Getting the Most out of College

On one of the first days here at Northwestern, I remember that my peer advisor--an older student assigned to help out new freshmen during the first couple weeks of school--told me and some fellow new students that the most learning one will do in college will not derive from books but from people and experiences.

Almost three years later, I would revise that idea and suggest that the learning will derive from uncomfortable or different experiences. In the beginning, many aspects of college seem different: more freedom, more things to do, and new friends who may not be similar to friends from high school. By one's junior year, where I'm at now, the above is second nature, and when I ask myself, what have I actually learned because of college, or more specifically, from paying approximately $40,000 a year for what is purported to be a top-notch education, I have to think a little harder.

I have eventually found that what I learn has been up to me and not to a professor or to my friends or to whatever club I may partake in (or that is, what I have made of my associations with these people). This is why, in recent weeks, I have been somewhat frantically trying to figure out a thesis idea: because some of my best experiences in college--those which I took the most ownership of my learning--have come from research.

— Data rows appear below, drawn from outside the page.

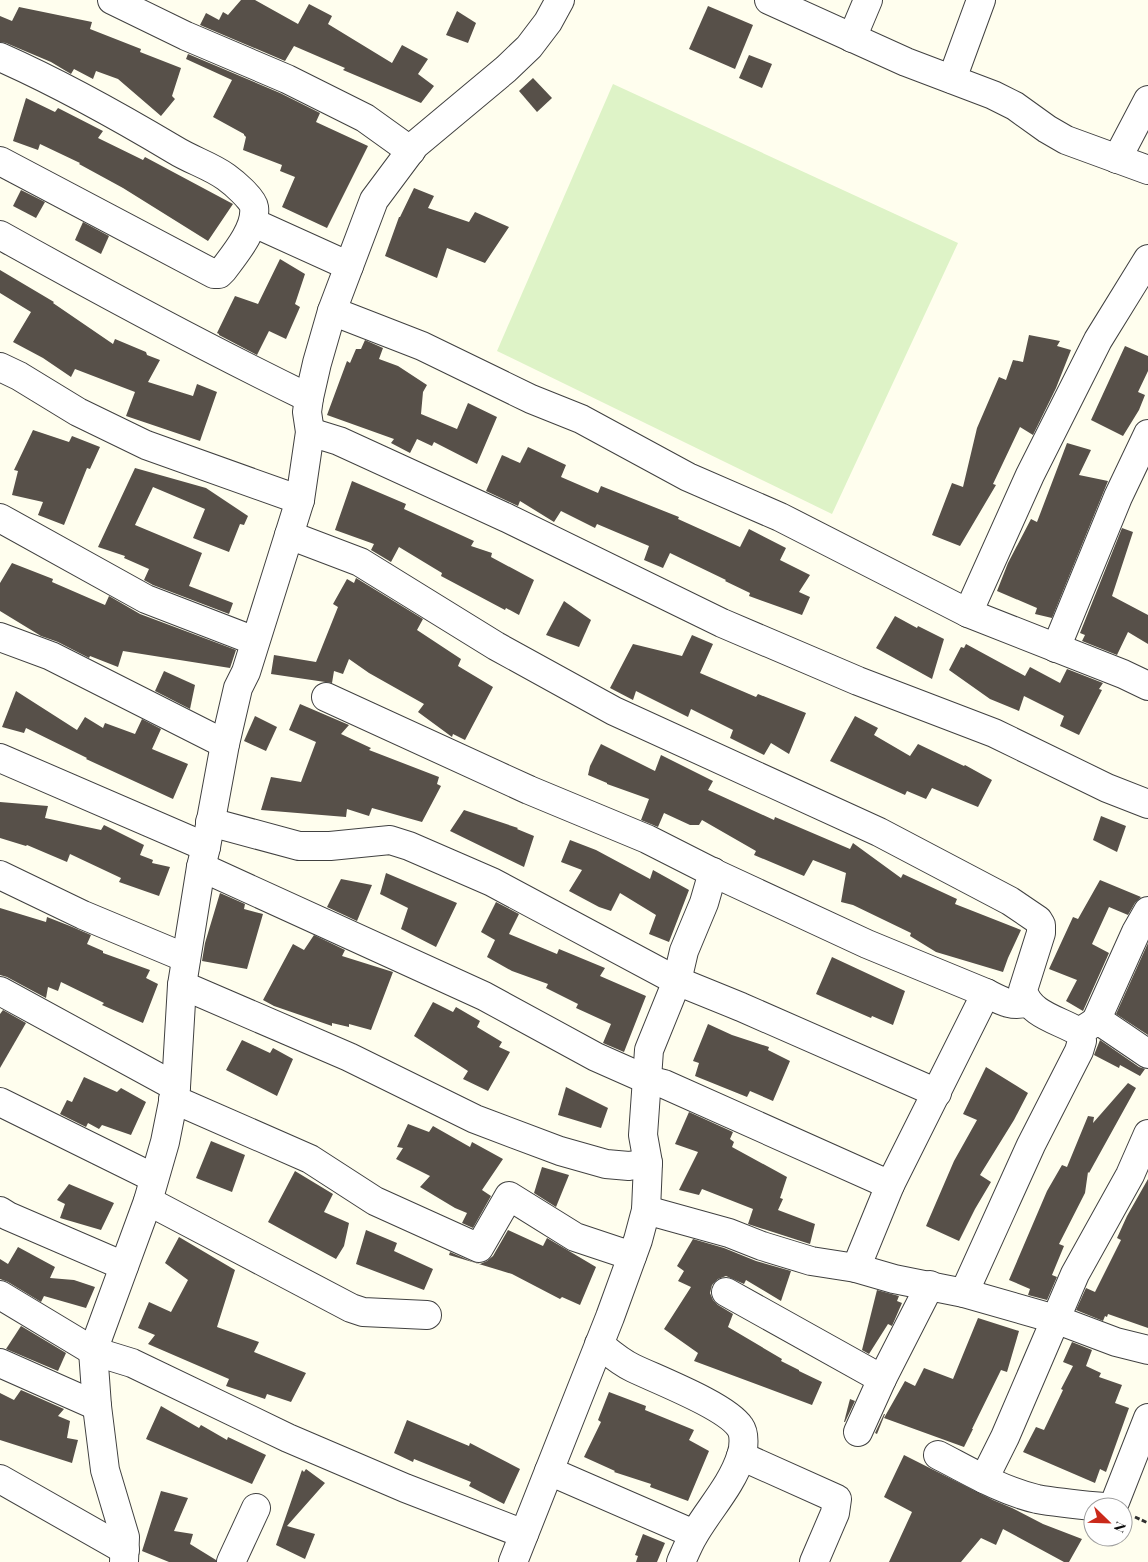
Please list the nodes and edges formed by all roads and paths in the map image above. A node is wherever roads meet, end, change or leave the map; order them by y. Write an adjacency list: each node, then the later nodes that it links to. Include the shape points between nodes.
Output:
1 (112, 0): 10 (street, via 365,118)
2 (560, 0): 10 (street, via 529,47)
3 (868, 0): 6 (street)
4 (981, 0): 8 (street)
5 (783, 3): 6 (street)
6 (852, 38): 8 (street)
7 (0, 58): 14 (street, via 109,111 225,176 254,205)
8 (952, 79): 11 (street, via 1015,106 1066,140)
9 (1148, 100): 11 (street)
10 (411, 151): 17 (street, via 374,200)
11 (1116, 158): 13 (street)
12 (0, 161): 14 (street, via 214,274 224,270)
13 (1148, 170)
14 (254, 223): 17 (street)
15 (0, 235): 20 (street, via 216,353)
16 (1148, 259): 26 (street, via 1098,340 1030,475)
17 (349, 266): 18 (street)
18 (332, 311): 20 (street); 26 (street, via 422,346 581,419 688,477 780,517)
19 (0, 367): 23 (street, via 78,412 146,445)
20 (309, 398): 21 (street)
21 (310, 432): 23 (street); 34 (street, via 339,441 490,510 722,623 858,681 994,733)
22 (1148, 434): 29 (street, via 1118,497)
23 (300, 500): 25 (street)
24 (0, 518): 28 (street, via 146,599)
25 (289, 534): 28 (street); 44 (street, via 360,562 496,646 614,711 879,832 1010,901 1041,925 1040,939 1023,990)
26 (968, 613): 29 (street)
27 (0, 637): 32 (street, via 52,656)
28 (255, 641): 32 (street, via 238,688)
29 (1056, 648): 30 (street)
30 (1148, 686)
31 (326, 697): 36 (street, via 529,790 647,839)
32 (225, 744): 35 (street)
33 (0, 758): 35 (street)
34 (1148, 804)
35 (206, 845): 39 (street); 40 (street, via 330,846 390,840 492,882); 47 (street, via 596,1057)
36 (713, 872): 40 (street, via 684,951); 43 (street, via 867,944)
37 (0, 875): 39 (street, via 83,915)
38 (1148, 911): 45 (street)
39 (186, 958): 41 (street)
40 (677, 981): 47 (street, via 650,1050); 49 (street)
41 (182, 985): 48 (street); 52 (street, via 349,1057 475,1119 560,1151 606,1164 629,1166)
42 (0, 991): 48 (street)
43 (986, 993): 44 (street, via 1013,1004); 49 (street)
44 (1028, 1002): 45 (street, via 1034,1008)
45 (1088, 1026): 46 (street, via 1098,1020 1103,1022); 62 (street)
46 (1148, 1054)
47 (648, 1080): 52 (street, via 643,1135); 53 (street, via 664,1084)
48 (174, 1093): 54 (street, via 165,1142); 57 (street, via 310,1159 374,1201 479,1248 509,1196 575,1236)
49 (937, 1093): 53 (street)
50 (0, 1102): 54 (street)
51 (1148, 1134): 65 (street)
52 (648, 1163): 55 (street)
53 (890, 1185): 59 (street)
54 (151, 1189): 58 (street); 64 (street, via 352,1308 363,1312)
55 (646, 1210): 57 (street); 59 (street, via 810,1260)
56 (0, 1211): 58 (street)
57 (632, 1256): 66 (street)
58 (124, 1266): 68 (street)
59 (856, 1268): 60 (street)
60 (930, 1285): 62 (street); 70 (street)
61 (726, 1292): 70 (street)
62 (964, 1293): 65 (street)
63 (0, 1295): 68 (street)
64 (427, 1314)
65 (1055, 1319): 67 (street, via 1116,1342); 78 (street)
66 (599, 1344): 75 (street, via 632,1368 693,1396 734,1420 742,1431); 76 (street)
67 (1148, 1350)
68 (93, 1351): 71 (street); 82 (street, via 132,1363 288,1438)
69 (0, 1363): 71 (street)
70 (882, 1379): 73 (street)
71 (97, 1406): 84 (street, via 105,1470 125,1537)
72 (1148, 1418): 79 (street)
73 (858, 1432)
74 (938, 1454): 78 (street)
75 (741, 1456): 83 (street); 88 (street, via 838,1499)
76 (548, 1471): 82 (street); 83 (street)
77 (0, 1479): 84 (street)
78 (984, 1479): 80 (street, via 1038,1499)
79 (1117, 1497)
80 (1083, 1505)
81 (256, 1508): 85 (street)
82 (524, 1534): 86 (street)
83 (694, 1534): 87 (street)
84 (124, 1556)
85 (231, 1562)
86 (513, 1562)
87 (681, 1562)
88 (814, 1562)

Almost a senior, I realize one can really throw his/her four years of college away. Some will even argue that college is relevant only insofar as it is a stepping stone for graduate studies that are mandatory for anyone who has professional career interests. I disagree: I think the most important aspect of college is learning and become a critical-minded citizen. More broadly, education is how successful democracies persist.

Anyhow, if any collegebound student cares for my two-cents worth, I would give two pieces of advice for getting the most out of your undergraduate career: (1) GO ABROAD. And no, go abroad is not the same as spending all one's times with Americans and taking advantage of a lower drinking age. It means getting to actually see and understand some of those abstract things you learn about in the classroom and it requires energy to want to learn. (2) Do some kind of research. It is a great way to exercise one's mind and acquire more information. Though research projects may seem unduly specialized, as I have often thought, they are in fact the best way I have found to take ownership of one's education and reap lasting intellecutal growth.